Instructions for the task
Word for word, restate the entries below and exclude every image.

Exercise material
——————————
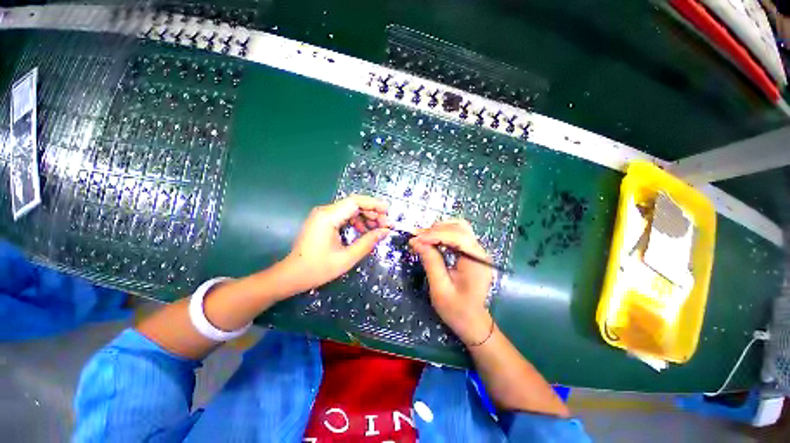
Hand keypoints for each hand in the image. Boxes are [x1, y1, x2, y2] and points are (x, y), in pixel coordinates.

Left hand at [282, 195, 390, 293]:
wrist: (292, 275)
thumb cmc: (318, 269)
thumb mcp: (347, 258)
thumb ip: (368, 242)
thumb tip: (385, 232)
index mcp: (328, 217)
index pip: (355, 202)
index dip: (374, 204)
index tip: (388, 211)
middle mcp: (325, 211)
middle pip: (354, 204)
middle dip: (372, 212)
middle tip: (386, 225)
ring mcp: (323, 215)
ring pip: (350, 210)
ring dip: (366, 217)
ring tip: (378, 229)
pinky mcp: (323, 221)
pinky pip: (344, 216)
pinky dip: (356, 222)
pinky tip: (364, 231)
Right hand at [409, 220, 494, 345]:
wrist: (472, 323)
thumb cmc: (457, 310)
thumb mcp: (440, 288)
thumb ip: (430, 261)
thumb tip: (416, 241)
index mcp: (476, 260)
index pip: (456, 236)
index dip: (434, 234)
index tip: (415, 239)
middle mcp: (479, 251)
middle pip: (459, 227)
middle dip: (436, 229)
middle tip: (416, 238)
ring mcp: (476, 251)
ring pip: (458, 228)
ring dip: (438, 230)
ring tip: (422, 238)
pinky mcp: (471, 253)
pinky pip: (457, 236)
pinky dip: (442, 235)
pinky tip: (431, 241)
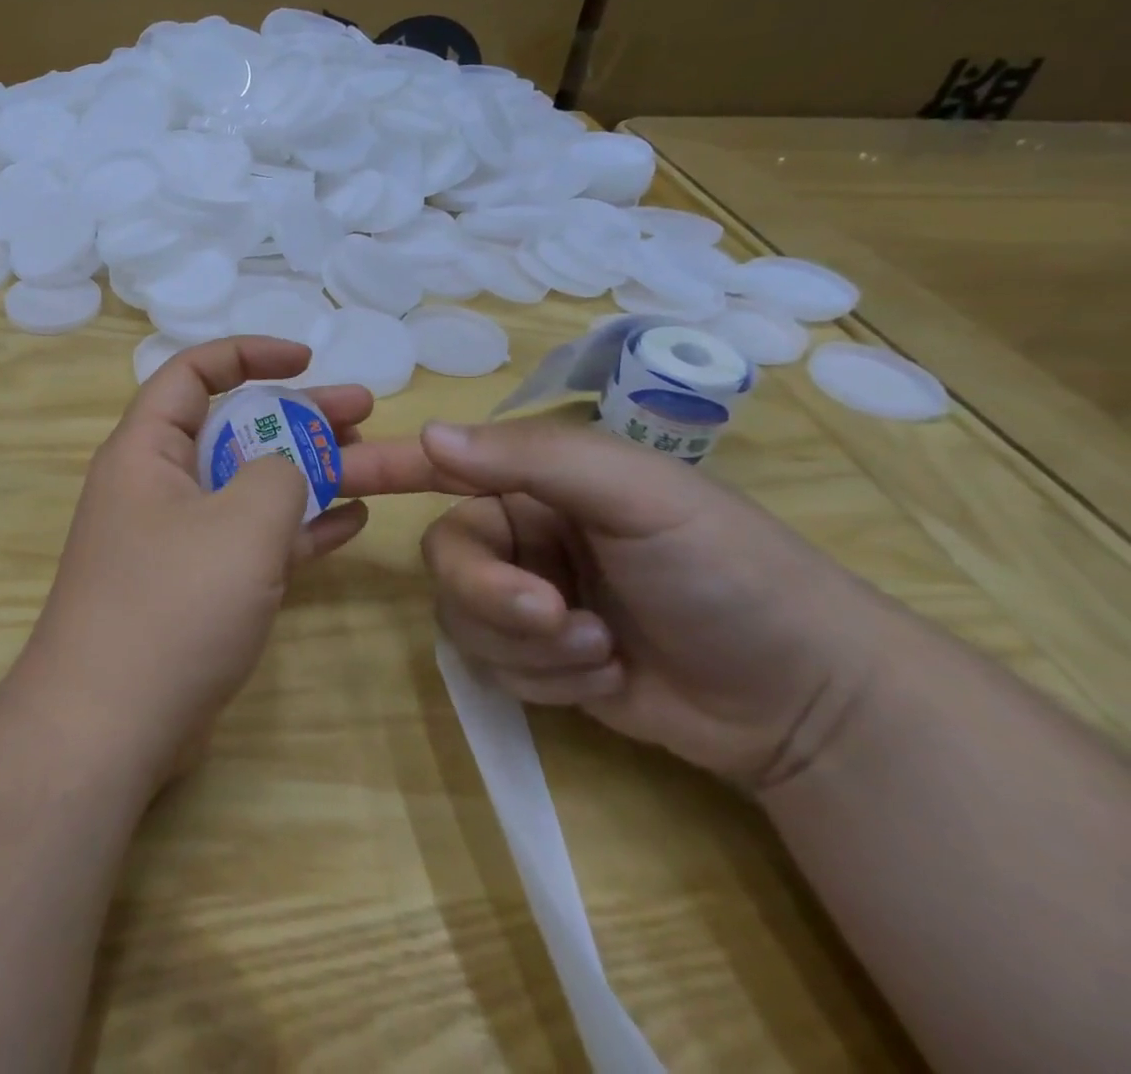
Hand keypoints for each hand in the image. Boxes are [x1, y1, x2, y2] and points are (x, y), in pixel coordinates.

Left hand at [9, 337, 406, 788]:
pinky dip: (295, 527)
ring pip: (247, 486)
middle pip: (232, 429)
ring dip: (305, 471)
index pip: (193, 373)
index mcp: (146, 449)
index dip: (249, 354)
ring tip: (370, 461)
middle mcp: (156, 485)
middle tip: (362, 412)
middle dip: (297, 416)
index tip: (306, 360)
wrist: (108, 726)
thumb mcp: (241, 523)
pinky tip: (350, 521)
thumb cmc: (171, 605)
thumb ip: (278, 473)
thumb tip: (283, 467)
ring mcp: (175, 539)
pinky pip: (250, 540)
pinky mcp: (194, 587)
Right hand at [408, 420, 893, 787]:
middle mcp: (522, 535)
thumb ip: (530, 460)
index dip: (385, 466)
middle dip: (492, 594)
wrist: (806, 701)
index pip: (443, 466)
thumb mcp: (637, 496)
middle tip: (553, 615)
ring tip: (601, 650)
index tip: (330, 473)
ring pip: (463, 618)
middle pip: (447, 558)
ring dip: (528, 643)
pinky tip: (606, 675)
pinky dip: (545, 677)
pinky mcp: (538, 660)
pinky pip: (493, 666)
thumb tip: (430, 436)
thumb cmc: (727, 570)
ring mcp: (527, 600)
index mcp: (538, 483)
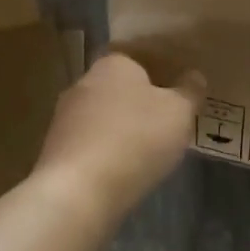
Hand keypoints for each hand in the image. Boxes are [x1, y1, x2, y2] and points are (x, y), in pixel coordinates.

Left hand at [32, 54, 203, 219]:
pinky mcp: (55, 151)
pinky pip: (91, 144)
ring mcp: (64, 118)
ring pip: (103, 117)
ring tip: (148, 152)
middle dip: (139, 103)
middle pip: (119, 88)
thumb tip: (194, 77)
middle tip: (166, 122)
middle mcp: (83, 83)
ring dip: (122, 130)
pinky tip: (123, 171)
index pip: (138, 59)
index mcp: (113, 64)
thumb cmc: (136, 139)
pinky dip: (106, 153)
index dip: (159, 74)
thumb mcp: (180, 112)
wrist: (79, 191)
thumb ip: (190, 91)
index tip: (176, 92)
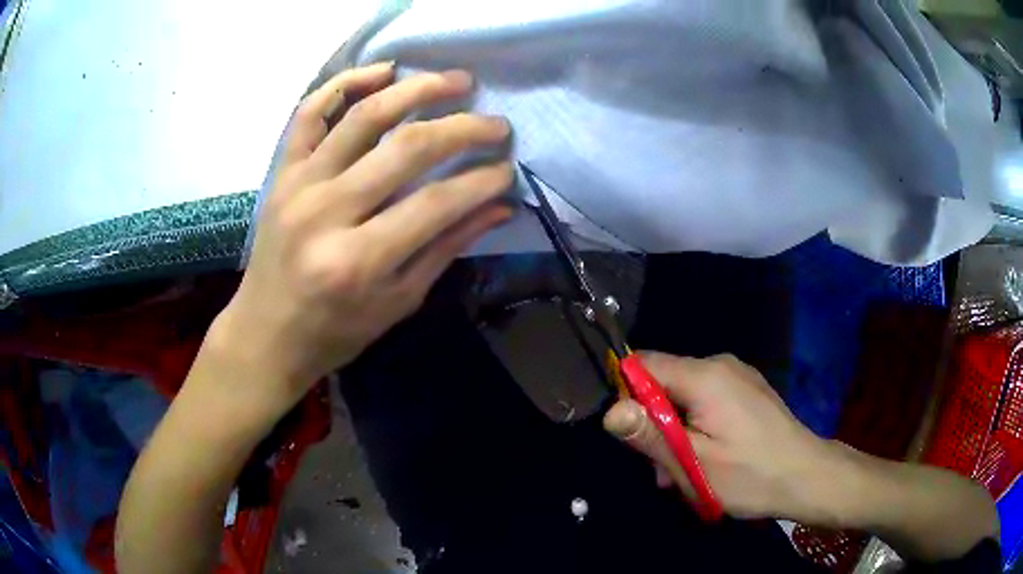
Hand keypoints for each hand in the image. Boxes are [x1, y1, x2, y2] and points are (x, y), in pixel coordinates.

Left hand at [214, 63, 513, 410]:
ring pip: (363, 116)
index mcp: (358, 261)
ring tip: (456, 81)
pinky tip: (382, 71)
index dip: (481, 181)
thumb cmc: (334, 331)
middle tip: (496, 123)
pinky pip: (309, 114)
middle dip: (463, 128)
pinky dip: (344, 84)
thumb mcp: (397, 302)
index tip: (507, 169)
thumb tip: (499, 207)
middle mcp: (326, 213)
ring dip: (417, 90)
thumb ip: (446, 248)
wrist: (265, 333)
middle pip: (406, 148)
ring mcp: (299, 185)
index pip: (436, 202)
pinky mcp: (282, 173)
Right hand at [603, 352, 836, 521]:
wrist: (809, 476)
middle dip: (654, 423)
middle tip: (662, 469)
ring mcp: (738, 376)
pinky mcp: (747, 391)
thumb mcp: (694, 463)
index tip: (629, 433)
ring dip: (676, 431)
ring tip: (686, 474)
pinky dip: (696, 427)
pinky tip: (707, 459)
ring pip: (685, 395)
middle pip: (665, 382)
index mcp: (705, 375)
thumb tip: (609, 412)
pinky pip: (707, 400)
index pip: (644, 364)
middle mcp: (720, 365)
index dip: (626, 393)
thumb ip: (650, 434)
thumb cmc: (750, 474)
——————————
Expected answer
Hand keypoints for each hand in the image. Boxes are [x1, y1, x2, y2] and points are (x, y), in pixel coordinates.

Left hand at [282, 195, 390, 293]:
wrist: (292, 275)
thumb cmc: (318, 269)
thumb mcp: (347, 258)
thumb ip: (368, 242)
thumb tip: (385, 232)
index mcp: (328, 217)
index pip: (355, 202)
index dip: (374, 204)
index tip: (388, 211)
middle mcp: (325, 211)
middle pip: (354, 204)
middle dip: (372, 212)
middle tip: (386, 225)
ring mcp: (323, 215)
ring pip: (350, 210)
ring dip: (366, 217)
ring tip: (378, 229)
pinky mcp: (323, 221)
pinky pip: (344, 216)
pinky dip: (356, 222)
pinky tip: (364, 231)
Right hand at [409, 220, 494, 345]:
wrist: (472, 323)
thumb cmc: (457, 310)
thumb mcp: (440, 288)
thumb ip: (430, 261)
thumb tip: (416, 241)
index mcp: (476, 260)
index pip: (456, 236)
index dip: (434, 234)
index tip: (415, 239)
middle mcp: (479, 251)
middle pip: (459, 227)
middle dip: (436, 229)
middle tip: (416, 238)
ring mcp: (476, 251)
ring pip: (458, 228)
ring dip: (438, 230)
ring tip: (422, 238)
pinky mcp: (471, 253)
pinky pip: (457, 236)
pinky dip: (442, 235)
pinky tip: (431, 241)
Hand keypoints for each hand in the image. Boxes are [x1, y1, x2, y2] and points are (x, y), in pixel coordinates.

Left hand at [9, 337, 406, 788]:
pinky dip: (295, 527)
ring pip: (247, 486)
middle pip: (232, 429)
ring dip: (305, 471)
index pip: (193, 373)
index mcp: (146, 449)
index dip: (249, 354)
ring tip: (370, 461)
middle mcp: (156, 485)
middle tip: (362, 412)
middle dip: (297, 416)
index tip: (306, 360)
wrist: (108, 726)
thumb mcp: (241, 523)
pinky tip: (350, 521)
thumb cmc: (171, 605)
thumb ip: (278, 473)
thumb tip: (283, 467)
ring mcp: (175, 539)
pinky pip: (250, 540)
pinky mcp: (194, 587)
Right hand at [408, 420, 893, 787]:
middle mcp: (522, 535)
thumb ip: (530, 460)
index dip: (385, 466)
middle dip: (492, 594)
wrist: (806, 701)
index pip: (443, 466)
thumb mcp: (637, 496)
middle tip: (553, 615)
ring tip: (601, 650)
index tip: (330, 473)
ring pip: (463, 618)
middle pip: (447, 558)
ring dip: (528, 643)
pinky tip: (606, 675)
pinky dip: (545, 677)
pinky mcp: (538, 660)
pinky pip: (493, 666)
thumb tip: (430, 436)
thumb cmc: (727, 570)
ring mcp: (527, 600)
index mcp: (538, 483)
Hand keypoints for each hand in the image. Boxes are [x1, y1, x2, y2] and points are (x, y), in pixel coordinates.

Left hand at [32, 54, 203, 219]:
pinky mcp: (55, 151)
pinky pip: (91, 144)
ring mcp: (64, 118)
ring pip: (103, 117)
ring tip: (148, 152)
middle dip: (139, 103)
middle pip: (119, 88)
thumb tip: (194, 77)
middle tip: (166, 122)
middle mcp: (83, 83)
ring dip: (122, 130)
pinky tip: (123, 171)
index pip: (138, 59)
index mcp: (113, 64)
thumb cmc: (136, 139)
pinky dip: (106, 153)
index dip: (159, 74)
thumb mcp: (180, 112)
wrist: (79, 191)
thumb ip: (190, 91)
index tip: (176, 92)
Hand keypoints for each hand in the image. Boxes are [x1, y1, x2, y2] and points are (x, y), in pixel coordinates.

Left hand at [214, 63, 513, 410]:
ring pip: (363, 116)
index mcp: (358, 261)
ring tip: (456, 81)
pinky tip: (382, 71)
index dip: (481, 181)
thumb cmc: (334, 331)
middle tip: (496, 123)
pinky pip: (309, 114)
middle dip: (463, 128)
pinky dip: (344, 84)
thumb mcp: (397, 302)
index tip: (507, 169)
thumb tip: (499, 207)
middle mcp: (326, 213)
ring dip: (417, 90)
thumb ip: (446, 248)
wrist: (265, 333)
middle pip: (406, 148)
ring mcp: (299, 185)
index pip: (436, 202)
pinky mcp: (282, 173)
Right hand at [603, 352, 836, 521]:
wrist: (809, 476)
middle dip: (654, 423)
middle tip: (662, 469)
ring mcp: (738, 376)
pinky mcp: (747, 391)
thumb mcp: (694, 463)
index tip: (629, 433)
ring dip: (676, 431)
ring tip: (686, 474)
pinky dip: (696, 427)
pinky tip: (707, 459)
ring pip: (685, 395)
middle pip: (665, 382)
index mcp: (705, 375)
thumb tip: (609, 412)
pinky pip: (707, 400)
index pip: (644, 364)
middle mcp: (720, 365)
index dip: (626, 393)
thumb ip: (650, 434)
thumb cmc: (750, 474)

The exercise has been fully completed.